As the value of user experience research has become more widely recognized, focus groups, user interviews, and ethnographic observations are now familiar practices in the strategy and design phase of digital product development.
While we at WillowTree champion the value of user research, simply collecting this great data isn’t enough; a rigorous method for analysis is needed to make sure that you get accurate insights from the data.
In this post, we focus on one such method for gaining user insights from qualitative data: coding. In what follows, we’ll set out the kind of information and value that can be extracted from interviews, outline the process, and point to some of the benefits of coding.
Why we Code
In contrast to simply reviewing collected material, coding provides an organizing principle to messy, qualitative data and increases our ability to deliver insight. It is an especially helpful process when analyzing ethnographic data or semi-structured interview data that contain open-ended questions and highly variable responses.
From the coding process, researchers can identify things like a respondent’s worldview, latent expectations or motivations, frustrations, and tensions.
Once phenomena like these are identified, we can examine their patterns of distribution to locate areas of opportunity and develop user personas that are organized around habits, culture, values, and practices.
Insights like these allow us to design products tailored to a variety of clients goals, such as increasing user engagement, adding to brand value, or boosting online purchases.
The Coding Process
The coding process breaks down into 4 basic steps: establish your code categories, make a coding sheet, code, and analyze the resulting patterns.

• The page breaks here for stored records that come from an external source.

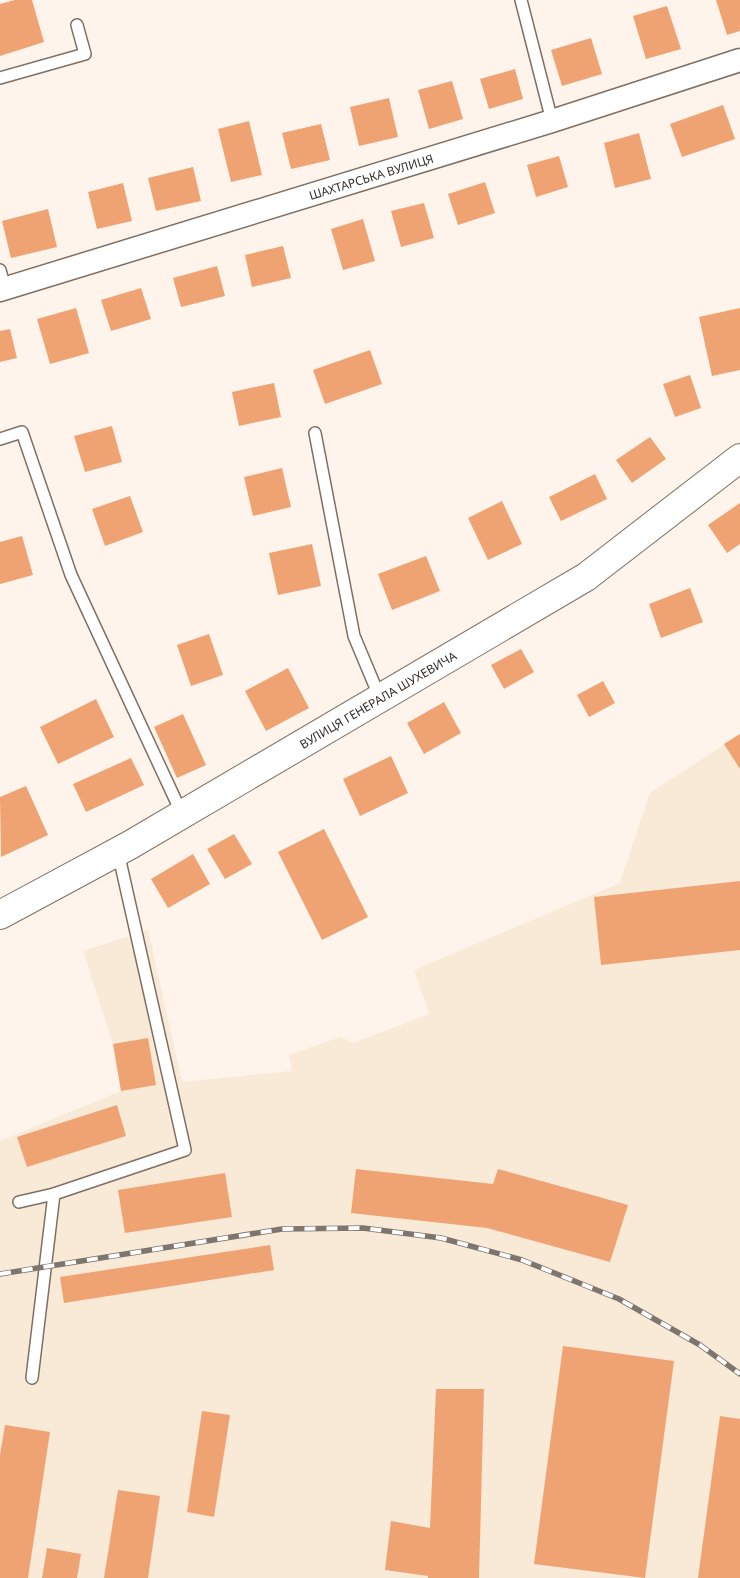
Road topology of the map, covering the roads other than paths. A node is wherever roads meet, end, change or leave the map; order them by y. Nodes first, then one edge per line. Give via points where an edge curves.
1 (521, 0) edge
2 (77, 26) dead end
3 (740, 60) edge
4 (0, 78) edge
5 (552, 121) junction
6 (2, 283) edge
7 (315, 433) dead end
8 (0, 439) edge
9 (740, 458) edge
10 (380, 698) junction
11 (182, 814) junction
12 (118, 852) junction
13 (0, 915) edge
14 (54, 1194) junction
15 (19, 1202) dead end
16 (32, 1378) dead end

1 - 5 lane
2 - 4 lane via 85,54
3 - 5 street, ШАХТАРСЬКА ВУЛИЦЯ
5 - 6 street, ШАХТАРСЬКА ВУЛИЦЯ
7 - 10 lane via 354,636
8 - 11 lane via 22,432 71,575
9 - 10 street, ВУЛИЦЯ ГЕНЕРАЛА ШУХЕВИЧА via 586,577
10 - 11 street, ВУЛИЦЯ ГЕНЕРАЛА ШУХЕВИЧА
11 - 12 street, ВУЛИЦЯ ГЕНЕРАЛА ШУХЕВИЧА
12 - 13 street, ВУЛИЦЯ ГЕНЕРАЛА ШУХЕВИЧА
12 - 14 lane via 185,1150
14 - 15 lane
14 - 16 lane

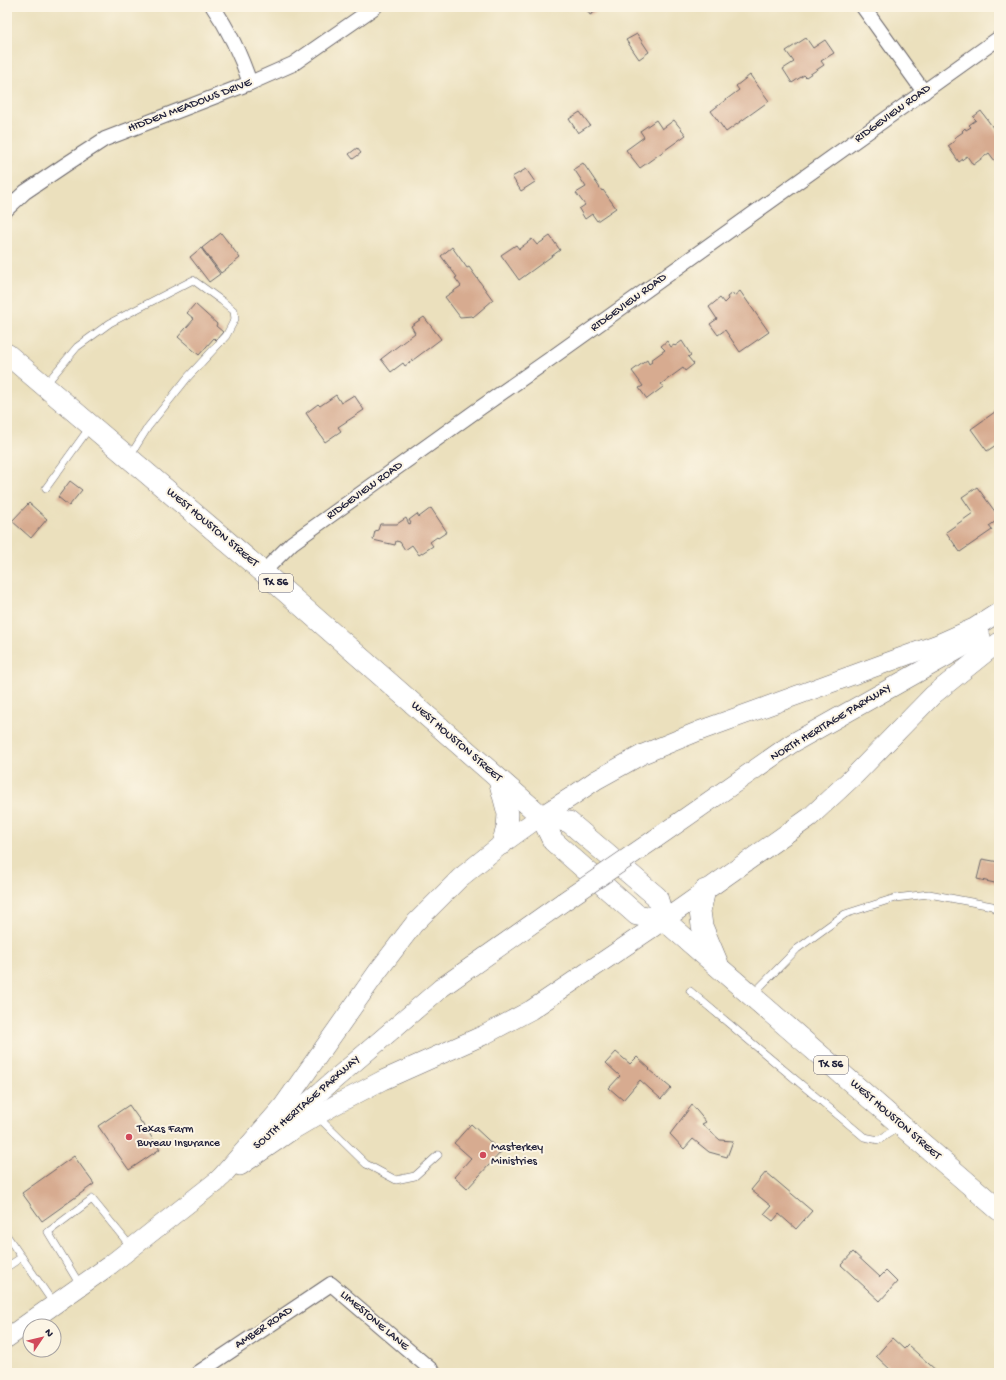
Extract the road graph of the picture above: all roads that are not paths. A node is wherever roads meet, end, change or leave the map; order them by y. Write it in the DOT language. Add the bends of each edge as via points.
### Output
graph roads {
  1 [pos="212,7"];
  2 [pos="375,7"];
  3 [pos="863,7"];
  4 [pos="999,38"];
  5 [pos="250,83"];
  6 [pos="924,92"];
  7 [pos="7,209"];
  8 [pos="9,359"];
  9 [pos="44,386"];
  10 [pos="91,426"];
  11 [pos="129,458"];
  12 [pos="46,488"];
  13 [pos="263,572"];
  14 [pos="999,612"];
  15 [pos="999,626"];
  16 [pos="999,642"];
  17 [pos="499,780"];
  18 [pos="541,816"];
  19 [pos="502,844"];
  20 [pos="610,870"];
  21 [pos="705,890"];
  22 [pos="999,911"];
  23 [pos="664,920"];
  24 [pos="720,968"];
  25 [pos="690,991"];
  26 [pos="752,996"];
  27 [pos="310,1111"];
  28 [pos="901,1126"];
  29 [pos="438,1155"];
  30 [pos="215,1184"];
  31 [pos="999,1210"];
  32 [pos="7,1236"];
  33 [pos="132,1248"];
  34 [pos="22,1257"];
  35 [pos="7,1266"];
  36 [pos="331,1284"];
  37 [pos="81,1286"];
  38 [pos="54,1305"];
  39 [pos="7,1338"];
  40 [pos="198,1373"];
  41 [pos="436,1373"];
  1 -- 5 [label="street" via="235,44"];
  2 -- 5 [label="street, HIDDEN MEADOWS DRIVE" via="293,64"];
  3 -- 6 [label="street"];
  4 -- 6 [label="street, RIDGEVIEW ROAD"];
  5 -- 7 [label="street, HIDDEN MEADOWS DRIVE" via="105,139 25,192"];
  6 -- 13 [label="street, RIDGEVIEW ROAD" via="292,543"];
  8 -- 9 [label="main road, WEST HOUSTON STREET / TX 56"];
  9 -- 10 [label="main road, WEST HOUSTON STREET / TX 56"];
  9 -- 11 [label="lane" via="77,347 110,323 193,280 222,300 234,311 235,319 226,336 188,377 148,427"];
  10 -- 11 [label="main road, WEST HOUSTON STREET / TX 56"];
  10 -- 12 [label="lane"];
  11 -- 13 [label="main road, WEST HOUSTON STREET / TX 56"];
  13 -- 17 [label="main road, WEST HOUSTON STREET / TX 56"];
  14 -- 18 [label="main road" via="974,628 938,644 643,754 596,780"];
  15 -- 20 [label="main road, NORTH HERITAGE PARKWAY, bridge" via="791,744"];
  16 -- 21 [label="main road" via="933,694 855,775 810,817"];
  17 -- 18 [label="main road, WEST HOUSTON STREET / TX 56"];
  17 -- 19 [label="main road" via="508,814"];
  18 -- 19 [label="main road"];
  18 -- 23 [label="main road, WEST HOUSTON STREET / TX 56" via="553,841 637,915"];
  19 -- 30 [label="main road" via="460,878 414,924 283,1106"];
  20 -- 27 [label="main road, SOUTH HERITAGE PARKWAY, bridge" via="442,988"];
  21 -- 23 [label="main road"];
  21 -- 24 [label="main road" via="700,911 702,926"];
  22 -- 26 [label="lane" via="992,906 929,894 895,898 846,914 797,948"];
  23 -- 24 [label="main road, WEST HOUSTON STREET / TX 56"];
  23 -- 27 [label="main road" via="531,1010 484,1035"];
  24 -- 26 [label="main road, WEST HOUSTON STREET / TX 56"];
  25 -- 28 [label="lane" via="864,1136 879,1140"];
  26 -- 28 [label="main road, WEST HOUSTON STREET / TX 56"];
  27 -- 29 [label="lane" via="366,1164 396,1180 415,1176"];
  27 -- 30 [label="main road, SOUTH HERITAGE PARKWAY"];
  28 -- 31 [label="main road, WEST HOUSTON STREET / TX 56"];
  30 -- 33 [label="main road, SOUTH HERITAGE PARKWAY"];
  32 -- 34 [label="lane"];
  33 -- 37 [label="main road, SOUTH HERITAGE PARKWAY"];
  33 -- 37 [label="lane" via="92,1199 48,1232"];
  34 -- 35 [label="lane"];
  34 -- 38 [label="lane"];
  36 -- 40 [label="street, AMBER ROAD"];
  36 -- 41 [label="street, LIMESTONE LANE"];
  37 -- 38 [label="main road, SOUTH HERITAGE PARKWAY"];
  38 -- 39 [label="main road, SOUTH HERITAGE PARKWAY"];
}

1. Establish Code Categories
You can draw on a variety of sources to establish your code categories. They might come from the project scope, current scholarship, your previous research, or open coding. Exactly what constitutes a code will vary depending on project needs. It might be something as simple as “negative feelings” or “respondent mentions app,” or it can be something more nuanced such as “expresses tensions between work and family obligations.”
For example, if we were helping our client to design a new website, we might conduct interviews where we ask users to view the current site and provide feedback. Knowing that the project scope includes questions around the ability of the website to accurately communicate the client’s identity, we would include the following codes:
2. Make a Code Sheet
Once you know what you’re looking for, it’s worth taking the time to write out a formal coding sheet. Coding sheets should note the name of the code as well as signals that will help the researcher identify the code in the interview. This will help to keep your codes consistent over time and between members of the research team.
With your code sheet in hand, return to the data and assign the appropriate codes to your transcripts or notes. This process can take a variety of forms: do it by hand with highlighters, use comment balloons in your word processor, or copy and paste snippets of text into a document assigned to each code.
4. Identify Patterns
To identify patterns, it is helpful to keep a master spreadsheet that documents the occurrences of your codes for each interview or case. The kinds of patterns that you look for will vary depending upon the needs of your project. You might simply want to know how frequently a particular code occurs. Or you might look at the co-occurrence of codes in order to group interviewees into persona types.
In this example, we might learn that those users who manage to locate the “About Us” material are able to get an accurate understanding of the organization, but those who rely primarily on images are coming away with mixed or inaccurate depictions of the organization. That insight informs our design process, pointing to new imagery with thoughtful attention toward content and user perception as a key aspect of producing a successful product for our client.
In addition to providing a technique for organizing and analyzing data, there are a few other reasons to invest in a rigorous method like coding. One of the biggests benefits is that it helps to guard against bias. We all have topics, problems, or design features that we feel particularly interested in or are passionate about. And, most of us come to a project with hunches (aka hypotheses) about what users do and need. When you draw on interview material without a rigorous framework for analysis, it is all too easy to focus on these pet theories and interests and to miss other valuable insights. Coding helps the unexpected to surface.
Secondly, using coding to organize qualitative data makes it easier to quickly locate relevant stories and quotes that bring your data to life. You won’t need to rely on your memory or spend hours searching your recordings and transcripts to locate colorful examples. Your coding sheet will tell you exactly where to find them.
Finally, coding is one of the best ways to locate higher-level patterns that cut across projects. Overtime, this can help your team to develop a general bank of knowledge about user needs and habits that can be applied to a variety of use cases, allowing your team to quickly deliver refined, research-tested products to clients.